Presentation Attack Detection: Measuring Performance with APCER and BPCER

APCER and BPCER are acronyms for error rates used to quantify the performance of presentation attack detection (PAD) systems. This article provides some background on how they’re used and where they came from. 

Presentation attack detection (PAD) protects a digital identity verification process from fraud. When a user presents biometrics or documents remotely as evidence of their identity, their biometric images must be demonstrated to be “live”, and their identity documents must be demonstrated to be in their physical possession. Otherwise, it is possible that a fraudster could present non-live “spoofs” to misrepresent their identity intentionally. Examples of spoofs are printed and copied facial photos, facial masks, and images of identity documents displayed on a digital screen. 

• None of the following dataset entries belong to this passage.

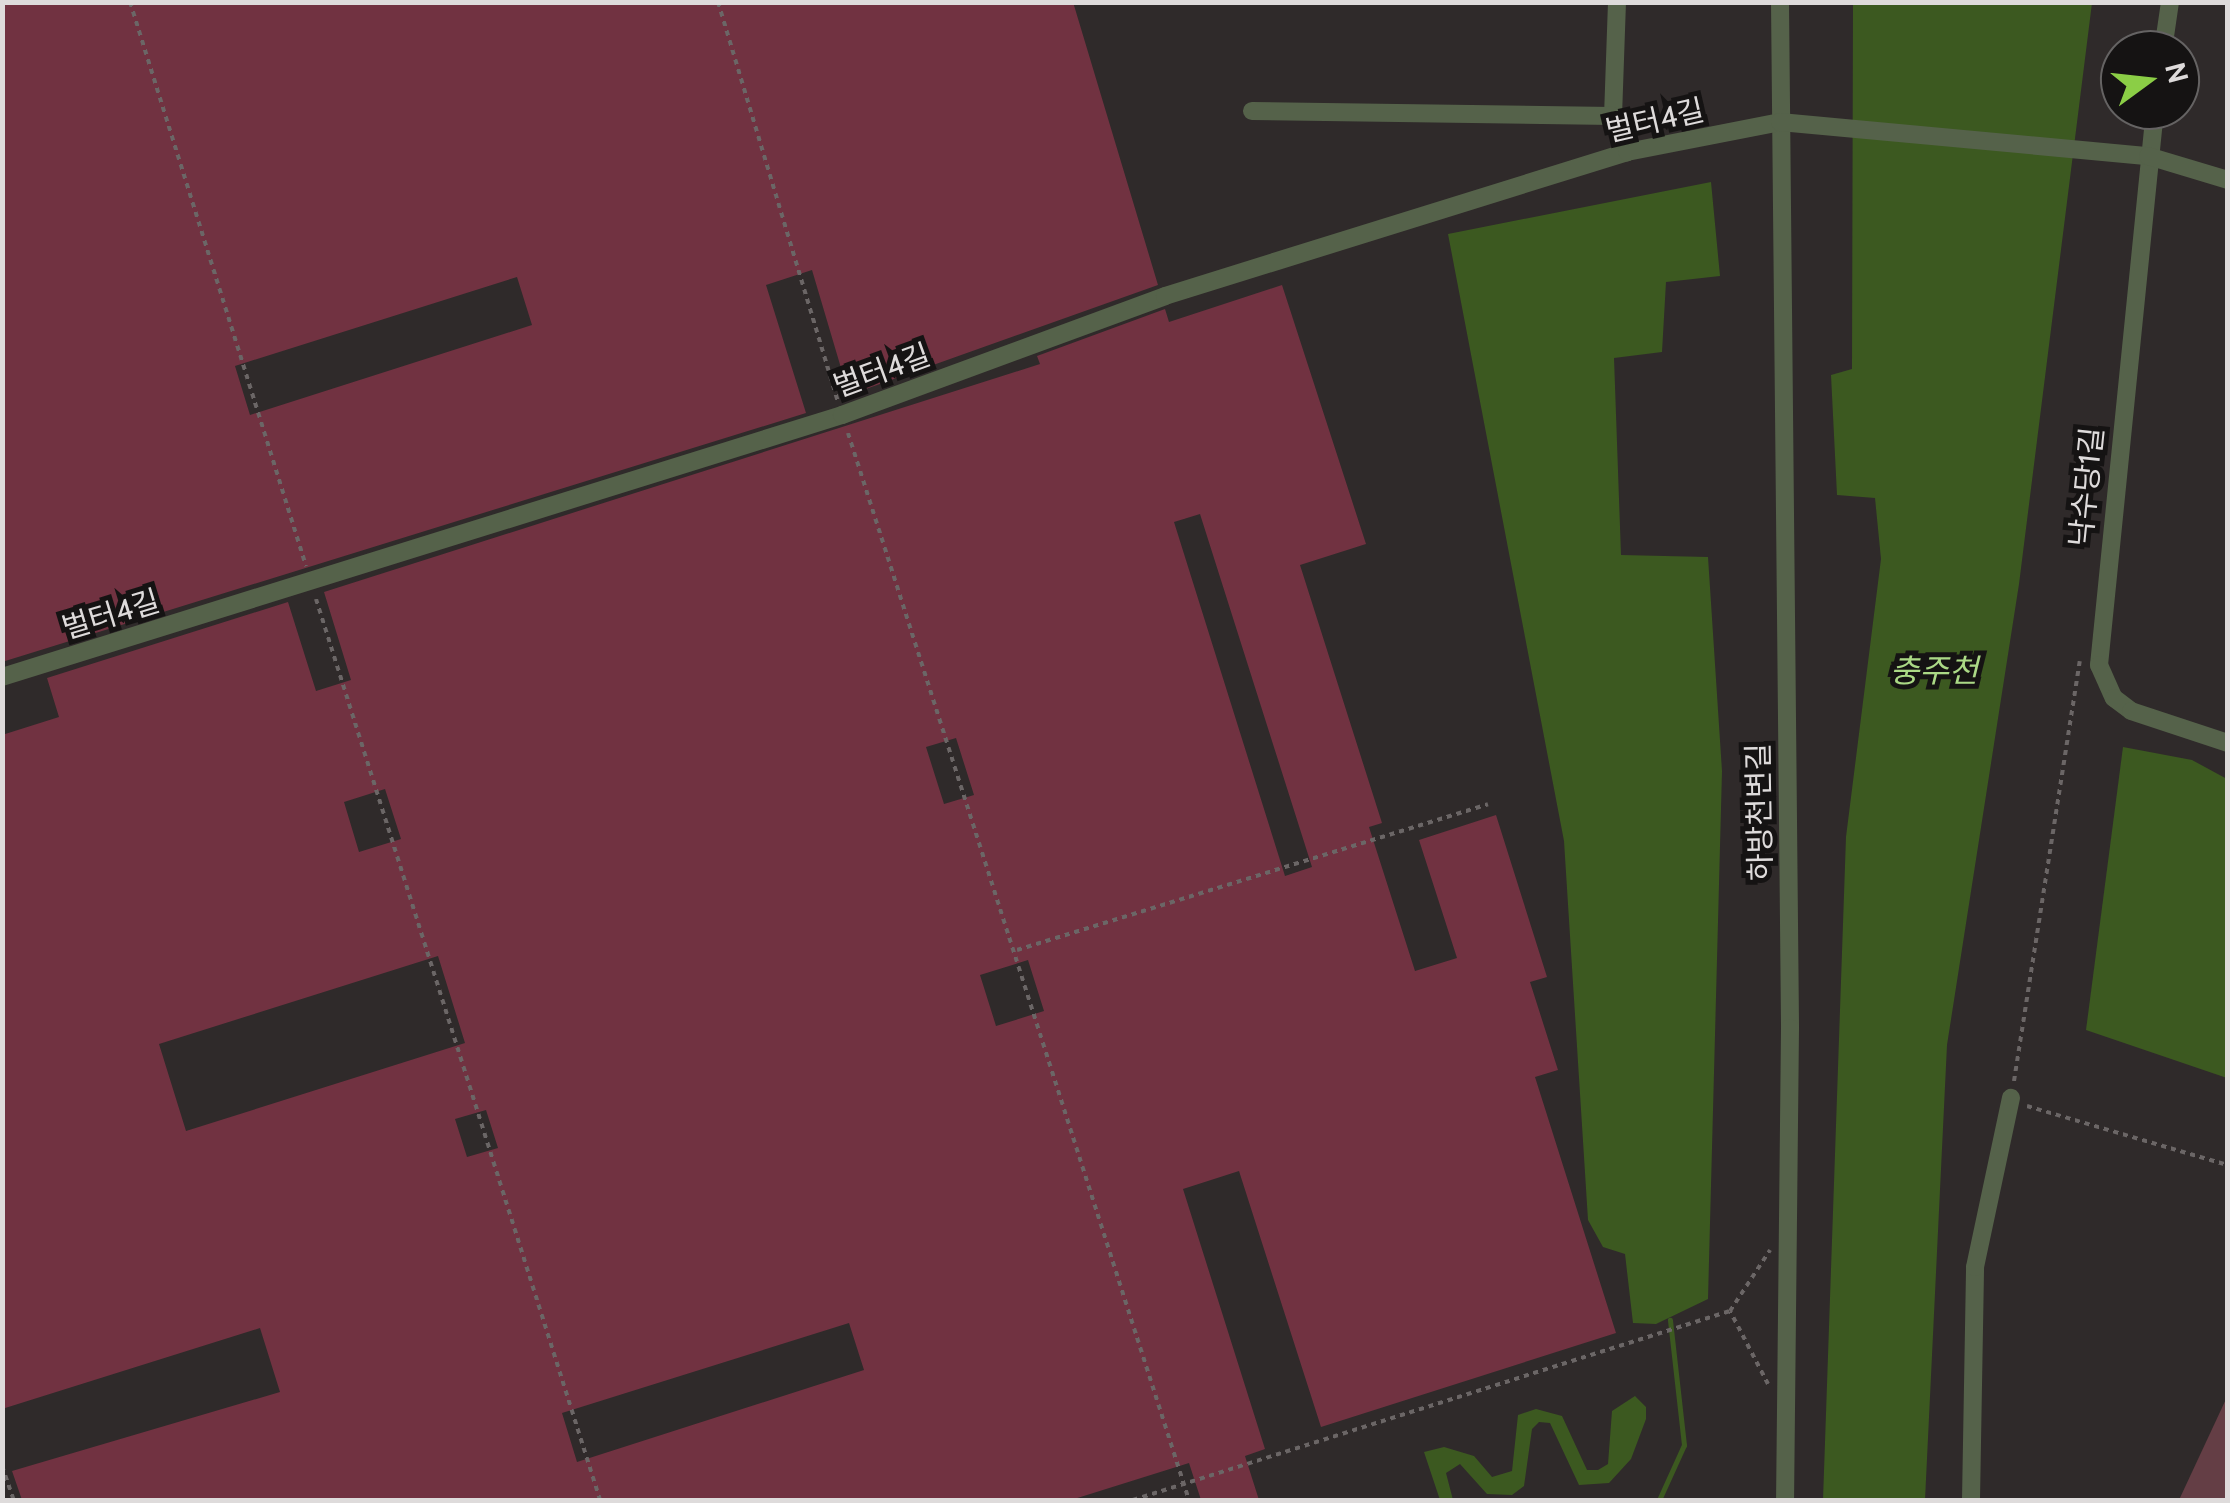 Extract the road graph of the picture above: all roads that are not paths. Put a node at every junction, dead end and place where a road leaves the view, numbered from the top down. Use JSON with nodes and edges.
{"nodes":[{"id":1,"x":1617,"y":2,"type":"edge"},
{"id":2,"x":1780,"y":2,"type":"edge"},
{"id":3,"x":2170,"y":2,"type":"edge"},
{"id":4,"x":2166,"y":30,"type":"edge"},
{"id":5,"x":1252,"y":111,"type":"dead end"},
{"id":6,"x":1612,"y":116,"type":"junction"},
{"id":7,"x":1780,"y":122,"type":"junction"},
{"id":8,"x":2152,"y":130,"type":"edge"},
{"id":9,"x":1627,"y":152,"type":"junction"},
{"id":10,"x":2148,"y":156,"type":"junction"},
{"id":11,"x":2228,"y":180,"type":"edge"},
{"id":12,"x":2,"y":677,"type":"edge"},
{"id":13,"x":2228,"y":744,"type":"edge"},
{"id":14,"x":2011,"y":1098,"type":"road end"},
{"id":15,"x":1786,"y":1500,"type":"edge"},
{"id":16,"x":1971,"y":1500,"type":"edge"}],
"edges":[{"from":1,"to":6,"type":"street"},
{"from":2,"to":7,"type":"street","name":"하방천변길"},
{"from":3,"to":4,"type":"street"},
{"from":5,"to":6,"type":"street"},
{"from":6,"to":9,"type":"street"},
{"from":7,"to":9,"type":"street","name":"벌터4길"},
{"from":7,"to":10,"type":"street","name":"벌터4길"},
{"from":7,"to":15,"type":"street","name":"하방천변길"},
{"from":8,"to":10,"type":"street","name":"낙수당1길"},
{"from":9,"to":12,"type":"street","name":"벌터4길"},
{"from":10,"to":11,"type":"street","name":"벌터4길"},
{"from":10,"to":13,"type":"street","name":"낙수당1길"},
{"from":14,"to":16,"type":"street"}]}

Ideally, presentation attack detection should minimize friction for legitimate users and also avoid providing information to fraudsters on how to defeat the mechanism. More background about presentation attacks and liveness detection can be found here, as well as how a frictionless, single-frame approach to facial liveness works, plus an example of how it can dramatically reduce customer abandonment

In the case of biometric matching algorithms such as those used for facial recognition, it helps to measure and report how they behave on a representative data sample in order to predict how the algorithm will perform in production. For an authentication use case, this might mean a prediction of the level of security provided and the impact on user experience. The same can be said for presentation attack detection algorithms. How frequent are errors when an assessment of a live image or a spoof is made? 

 

APCER and BPCER are acronyms for error rates used to measure the performance of PAD subsystems. They stand for “attack presentation classification error rate” and “bona fide presentation classification error rate”, respectively. APCER and BPCER serve to quantify the accuracy of the classification of an image as either a live image or a spoof, and help to determine the tradeoff between security and convenience. They are analogous to error measurements for biometric matching algorithms used for identification and verification: false match rates (FMR), false non-match rates (FNMR), false accept rates (FAR), and false reject rates (FRR).They are similar, but there are reasons why we have three sets of error rates.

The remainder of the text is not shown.